TASK TO COMPLETE = Tally every line below where "Catalogo" appears, then report the total alone.

Top of RECORDS TO USE

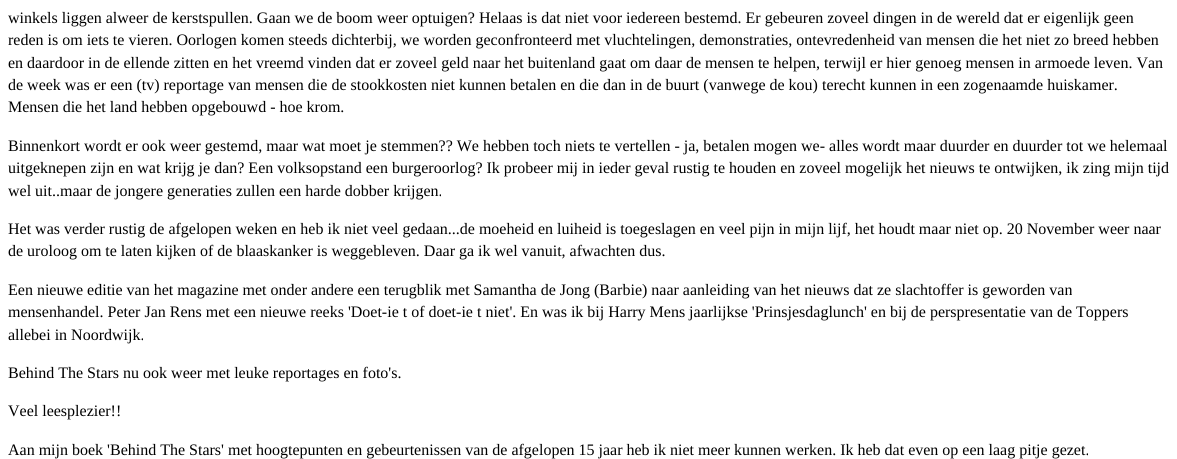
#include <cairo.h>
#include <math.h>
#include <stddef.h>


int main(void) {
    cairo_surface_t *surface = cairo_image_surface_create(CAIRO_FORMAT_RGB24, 1177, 459);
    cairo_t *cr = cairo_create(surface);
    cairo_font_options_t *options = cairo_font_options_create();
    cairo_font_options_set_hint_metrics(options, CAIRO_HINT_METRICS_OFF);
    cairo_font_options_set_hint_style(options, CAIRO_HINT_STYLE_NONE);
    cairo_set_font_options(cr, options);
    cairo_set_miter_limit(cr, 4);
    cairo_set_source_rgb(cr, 1, 1, 1);
    cairo_paint(cr);
    cairo_select_font_face(cr, "Liberation Serif", CAIRO_FONT_SLANT_NORMAL, CAIRO_FONT_WEIGHT_NORMAL);
    cairo_set_font_size(cr, 16);
    cairo_set_source_rgb(cr, 0, 0, 0);
    cairo_move_to(cr, 8, 23);
    cairo_show_text(cr, "winkels liggen alweer de kerstspullen. Gaan we de boom weer optuigen? Helaas is dat niet voor iedereen bestemd. Er gebeuren zoveel dingen in de wereld dat er eigenlijk geen");
    cairo_move_to(cr, 8, 45);
    cairo_show_text(cr, "reden is om iets te vieren. Oorlogen komen steeds dichterbij, we worden geconfronteerd met vluchtelingen, demonstraties, ontevredenheid van mensen die het niet zo breed hebben");
    cairo_move_to(cr, 8, 68);
    cairo_show_text(cr, "en daardoor in de ellende zitten en het vreemd vinden dat er zoveel geld naar het buitenland gaat om daar de mensen te helpen, terwijl er hier genoeg mensen in armoede leven. Van");
    cairo_move_to(cr, 8, 90);
    cairo_show_text(cr, "de week was er een (tv) reportage van mensen die de stookkosten niet kunnen betalen en die dan in de buurt (vanwege de kou) terecht kunnen in een zogenaamde huiskamer.");
    cairo_move_to(cr, 8, 112);
    cairo_show_text(cr, "Mensen die het land hebben opgebouwd - hoe krom.");
    cairo_move_to(cr, 8, 151);
    cairo_show_text(cr, "Binnenkort wordt er ook weer gestemd, maar wat moet je stemmen?\077 We hebben toch niets te vertellen - ja, betalen mogen we- alles wordt maar duurder en duurder tot we helemaal");
    cairo_move_to(cr, 8, 173);
    cairo_show_text(cr, "uitgeknepen zijn en wat krijg je dan? Een volksopstand een burgeroorlog? Ik probeer mij in ieder geval rustig te houden en zoveel mogelijk het nieuws te ontwijken, ik zing mijn tijd");
    cairo_move_to(cr, 8, 196);
    cairo_show_text(cr, "wel uit..maar de jongere generaties zullen een harde dobber krijgen.");
    cairo_move_to(cr, 8, 234);
    cairo_show_text(cr, "Het was verder rustig de afgelopen weken en heb ik niet veel gedaan...de moeheid en luiheid is toegeslagen en veel pijn in mijn lijf, het houdt maar niet op. 20 November weer naar");
    cairo_move_to(cr, 8, 256);
    cairo_show_text(cr, "de uroloog om te laten kijken of de blaaskanker is weggebleven. Daar ga ik wel vanuit, afwachten dus.");
    cairo_move_to(cr, 8, 295);
    cairo_show_text(cr, "Een nieuwe editie van het magazine met onder andere een terugblik met Samantha de Jong (Barbie) naar aanleiding van het nieuws dat ze slachtoffer is geworden van");
    cairo_move_to(cr, 8, 317);
    cairo_show_text(cr, "mensenhandel. Peter Jan Rens met een nieuwe reeks 'Doet-ie t of doet-ie t niet'. En was ik bij Harry Mens jaarlijkse 'Prinsjesdaglunch' en bij de perspresentatie van de Toppers");
    cairo_move_to(cr, 8, 340);
    cairo_show_text(cr, "allebei in Noordwijk.");
    cairo_move_to(cr, 8, 378);
    cairo_show_text(cr, "Behind The Stars nu ook weer met leuke reportages en foto's.");
    cairo_move_to(cr, 8, 416);
    cairo_show_text(cr, "Veel leesplezier!!");
    cairo_move_to(cr, 8, 455);
    cairo_show_text(cr, "Aan mijn boek 'Behind The Stars' met hoogtepunten en gebeurtenissen van de afgelopen 15 jaar heb ik niet meer kunnen werken. Ik heb dat even op een laag pitje gezet.");
    cairo_surface_write_to_png(surface, "page.png");
    cairo_font_options_destroy(options);
    cairo_destroy(cr);
    cairo_surface_destroy(surface);
    return 0;
}
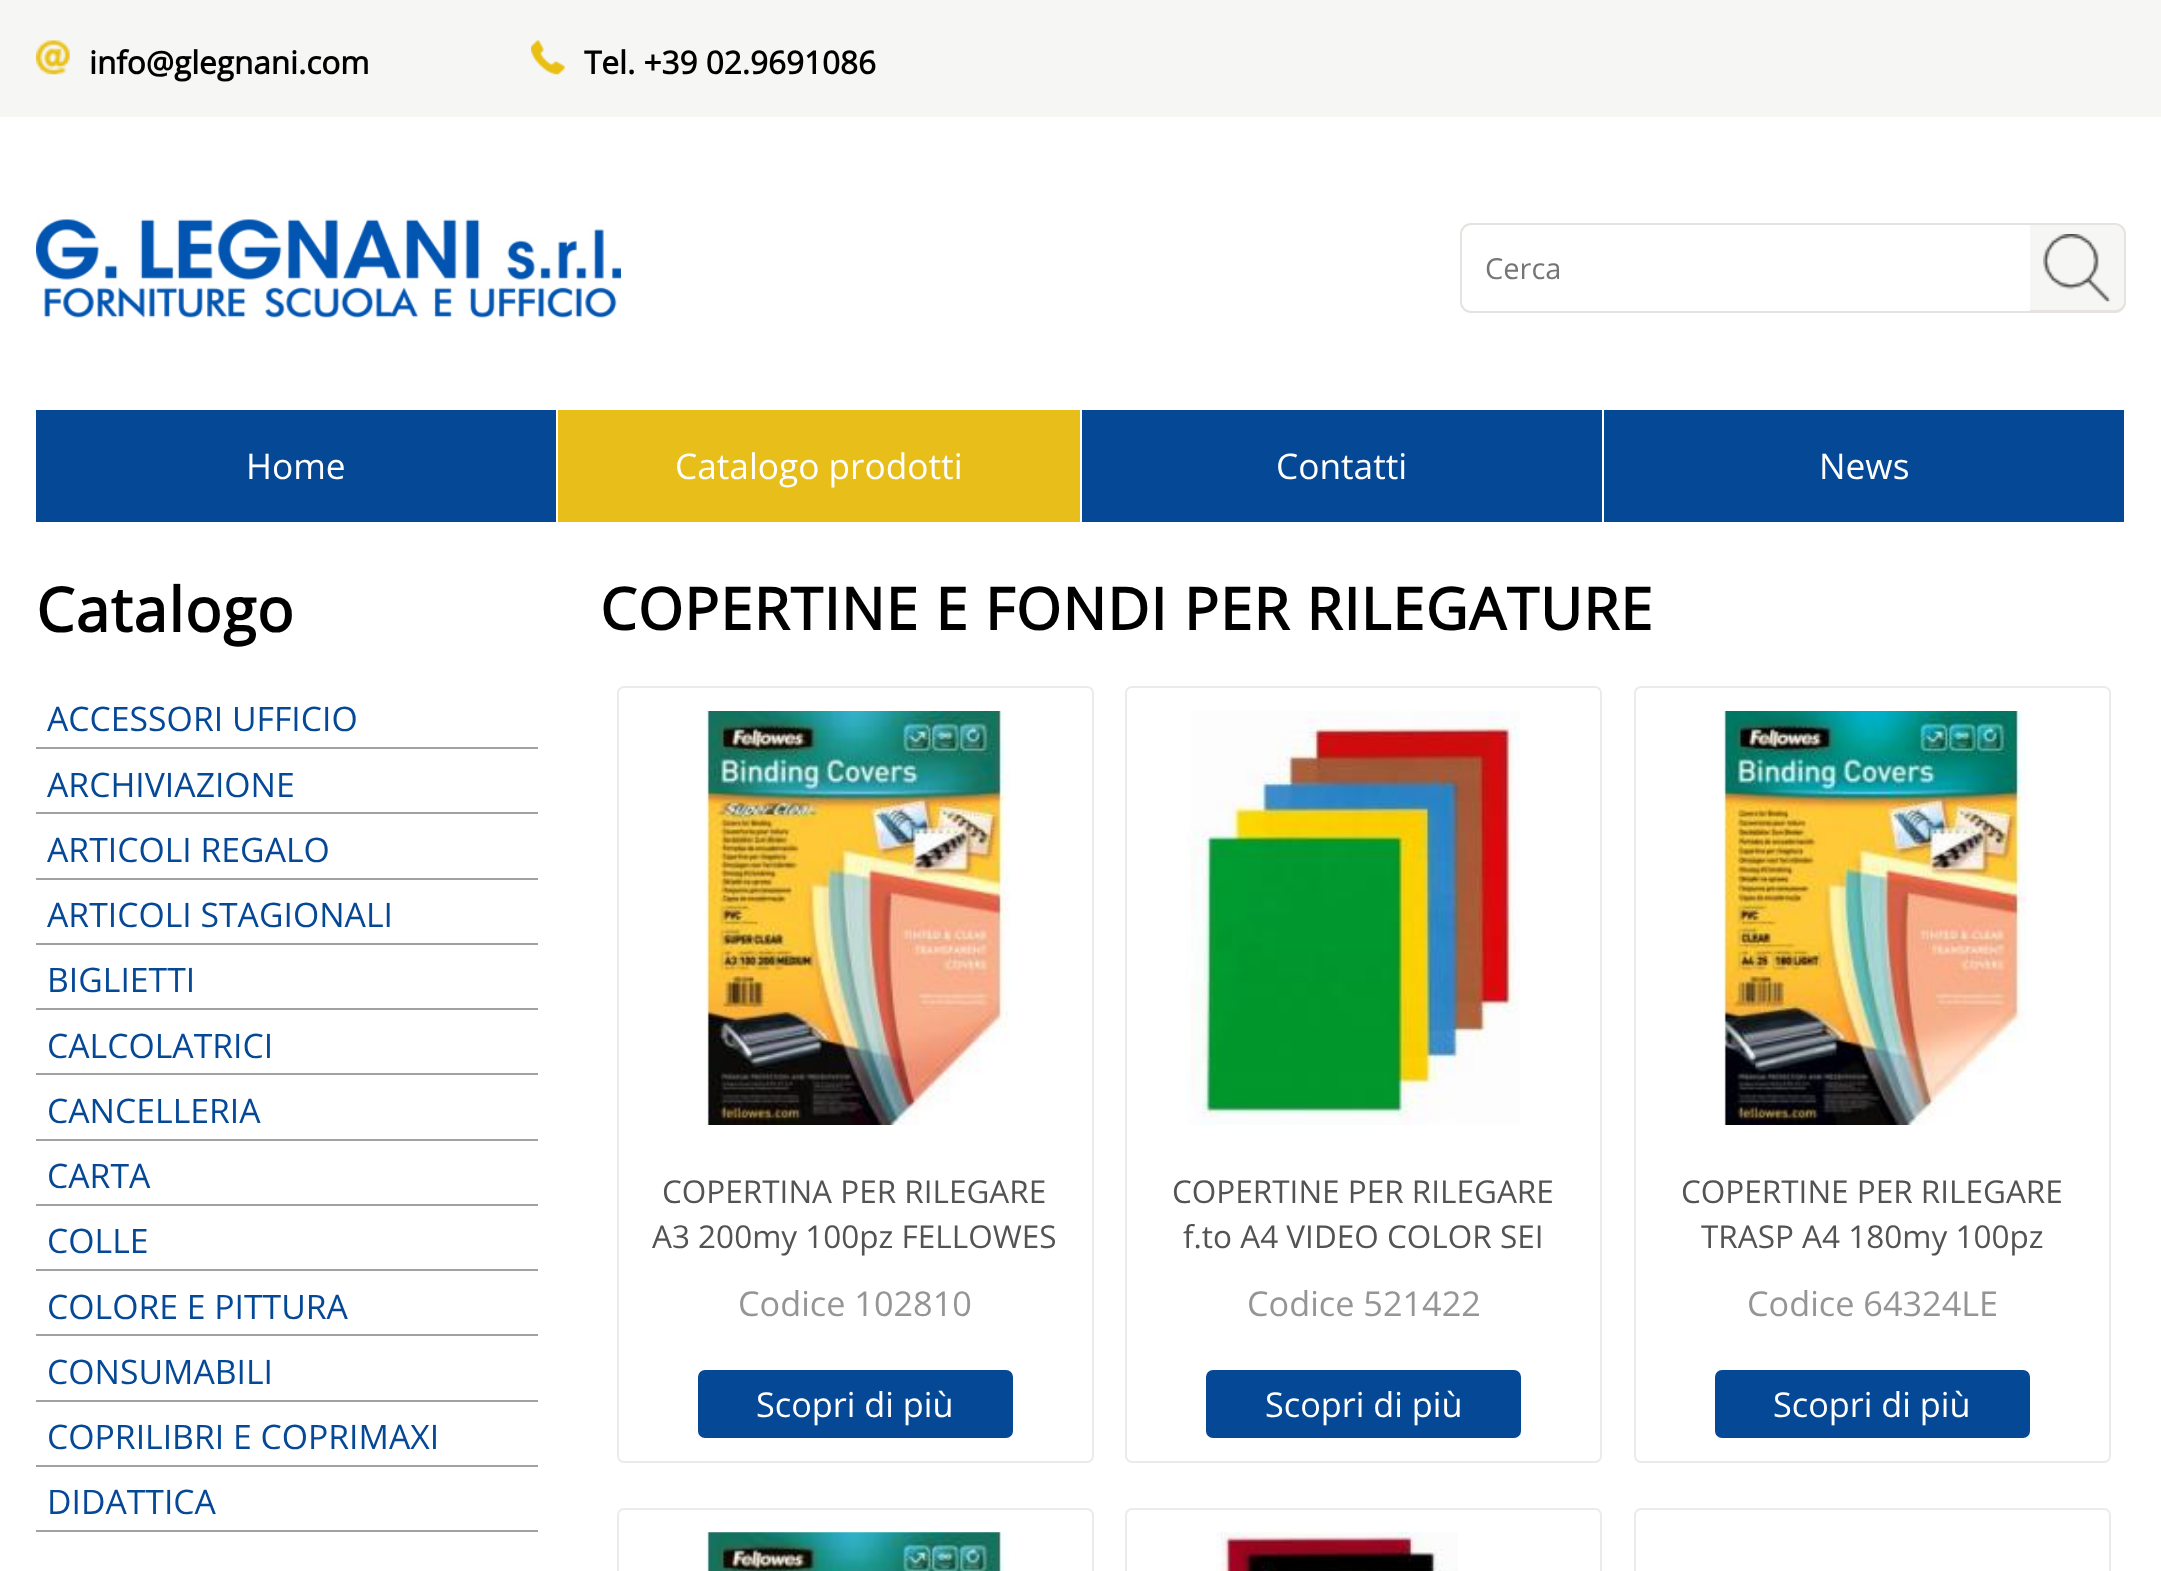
(async () => {
const canvas = document.querySelector("canvas")
canvas.width = 2161
canvas.height = 1571
const c = canvas.getContext("2d")
c.miterLimit = 4
c.fontKerning = "normal"
function T(s,x,y){c.fillText(s,x,y)}
function R(x,y,w,h){c.fillRect(x,y,w,h)}
function Q(x,y,w,h,r){c.beginPath();c.roundRect(x,y,w,h,r);c.fill()}
async function I(src,x,y,w,h){const img=new Image();img.src=src;await img.decode();c.drawImage(img,x,y,w,h)}
let path
c.fillStyle="#fff"
R(0,0,2161,1571)
c.fillStyle="#f6f6f4"
R(0,0,2161,117)
await I("1.png",36,40,34,35)
c.font="bold 31.5px Open Sans"
c.fillStyle="#000"
T("info@glegnani.com",89,74)
await I("2.png",531,40,34,35)
T("Tel. +39 02.9691086",584,74)
await I("3.png",36,219,585,99)
c.beginPath()
c.roundRect(1461,224,570,88,[10,0,0,10])
c.strokeStyle="#e6e2df"
c.lineWidth=2
c.stroke()
c.font="29px Open Sans"
c.fillStyle="#757575"
T("Cerca",1485,279)
c.fillStyle="#f6f6f4"
c.beginPath()
c.roundRect(2030,223,96,90,[0,11,11,0])
c.fill()
c.fillStyle="#e6e2df"
path = new Path2D("M2030 223h85c6 0 11 5 11 11v68c0 6-5 11-11 11h-85zm0 2h85c5 0 9 4 9 9v68c0 4-4 8-9 8h-85z")
c.fill(path,"evenodd")
await I("4.png",2043,234,68,68)
c.fillStyle="#054896"
R(36,410,2088,112)
c.fillStyle="#fff"
R(556,410,2,112)
c.font="35.25px Open Sans"
T("Home",246,479)
c.fillStyle="#e8be1a"
R(558,410,522,112)
c.fillStyle="#fff"
R(1080,410,2,112)
T("Catalogo prodotti",675,479)
R(1602,410,2,112)
T("Contatti",1276,479)
T("News",1819,479)
c.letterSpacing="1.1px"
c.font="bold 61px Open Sans"
c.fillStyle="#000"
T("Catalogo",36,632)
c.fillStyle="#a1a1a1"
R(36,747,502,2)
c.letterSpacing="0px"
c.font="33.75px Open Sans"
c.fillStyle="#054896"
T("ACCESSORI UFFICIO",47,731)
c.fillStyle="#a1a1a1"
R(36,812,502,2)
c.fillStyle="#054896"
T("ARCHIVIAZIONE",47,797)
c.fillStyle="#a1a1a1"
R(36,878,502,2)
c.fillStyle="#054896"
T("ARTICOLI REGALO",47,862)
c.fillStyle="#a1a1a1"
R(36,943,502,2)
c.fillStyle="#054896"
T("ARTICOLI STAGIONALI",47,927)
c.fillStyle="#a1a1a1"
R(36,1008,502,2)
c.fillStyle="#054896"
T("BIGLIETTI",47,992)
c.fillStyle="#a1a1a1"
R(36,1073,502,2)
c.fillStyle="#054896"
T("CALCOLATRICI",47,1058)
c.fillStyle="#a1a1a1"
R(36,1139,502,2)
c.fillStyle="#054896"
T("CANCELLERIA",47,1123)
c.fillStyle="#a1a1a1"
R(36,1204,502,2)
c.fillStyle="#054896"
T("CARTA",47,1188)
c.fillStyle="#a1a1a1"
R(36,1269,502,2)
c.fillStyle="#054896"
T("COLLE",47,1253)
c.fillStyle="#a1a1a1"
R(36,1334,502,2)
c.fillStyle="#054896"
T("COLORE E PITTURA",47,1319)
c.fillStyle="#a1a1a1"
R(36,1400,502,2)
c.fillStyle="#054896"
T("CONSUMABILI",47,1384)
c.fillStyle="#a1a1a1"
R(36,1465,502,2)
c.fillStyle="#054896"
T("COPRILIBRI E COPRIMAXI",47,1449)
c.fillStyle="#a1a1a1"
R(36,1530,502,2)
c.fillStyle="#054896"
T("DIDATTICA",47,1514)
c.letterSpacing="1.1px"
c.font="bold 58.1px Open Sans"
c.fillStyle="#000"
T("COPERTINE E FONDI PER RILEGATURE",600,630)
c.beginPath()
c.roundRect(618,687,475,775,6)
c.strokeStyle="#ebebeb"
c.stroke()
await I("5.png",706,711,304,414)
c.letterSpacing="0px"
c.font="31.5px Open Sans"
c.fillStyle="#535353"
T("COPERTINA PER RILEGARE",662,1203)
T("A3 200my 100pz FELLOWES",652,1248)
c.font="34.25px Open Sans"
c.fillStyle="#959595"
T("Codice 102810",738,1316)
c.fillStyle="#054896"
Q(698,1370,315,68,7)
c.fillStyle="#fff"
T("Scopri di più",756,1417)
c.beginPath()
c.roundRect(1126,687,475,775,6)
c.stroke()
await I("6.png",1186,711,334,414)
c.font="31.5px Open Sans"
c.fillStyle="#535353"
T("COPERTINE PER RILEGARE",1172,1203)
T("f.to A4 VIDEO COLOR SEI",1183,1248)
c.font="34.25px Open Sans"
c.fillStyle="#959595"
T("Codice 521422",1247,1316)
c.fillStyle="#054896"
Q(1206,1370,315,68,7)
c.fillStyle="#fff"
T("Scopri di più",1265,1417)
c.beginPath()
c.roundRect(1635,687,475,775,6)
c.stroke()
await I("7.png",1723,711,304,414)
c.font="31.5px Open Sans"
c.fillStyle="#535353"
T("COPERTINE PER RILEGARE",1681,1203)
T("TRASP A4 180my 100pz",1701,1248)
c.font="34.25px Open Sans"
c.fillStyle="#959595"
T("Codice 64324LE",1747,1316)
c.fillStyle="#054896"
Q(1715,1370,315,68,7)
c.fillStyle="#fff"
T("Scopri di più",1773,1417)
c.beginPath()
c.roundRect(618,1509,475,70,6)
c.stroke()
await I("8.png",706,1532,303,39)
c.beginPath()
c.roundRect(1126,1509,475,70,6)
c.stroke()
await I("9.png",1216,1532,242,39)
c.beginPath()
c.roundRect(1635,1509,475,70,6)
c.stroke()
})()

Bottom of RECORDS TO USE

SOLUTION FOR THIS EXERCISE = 2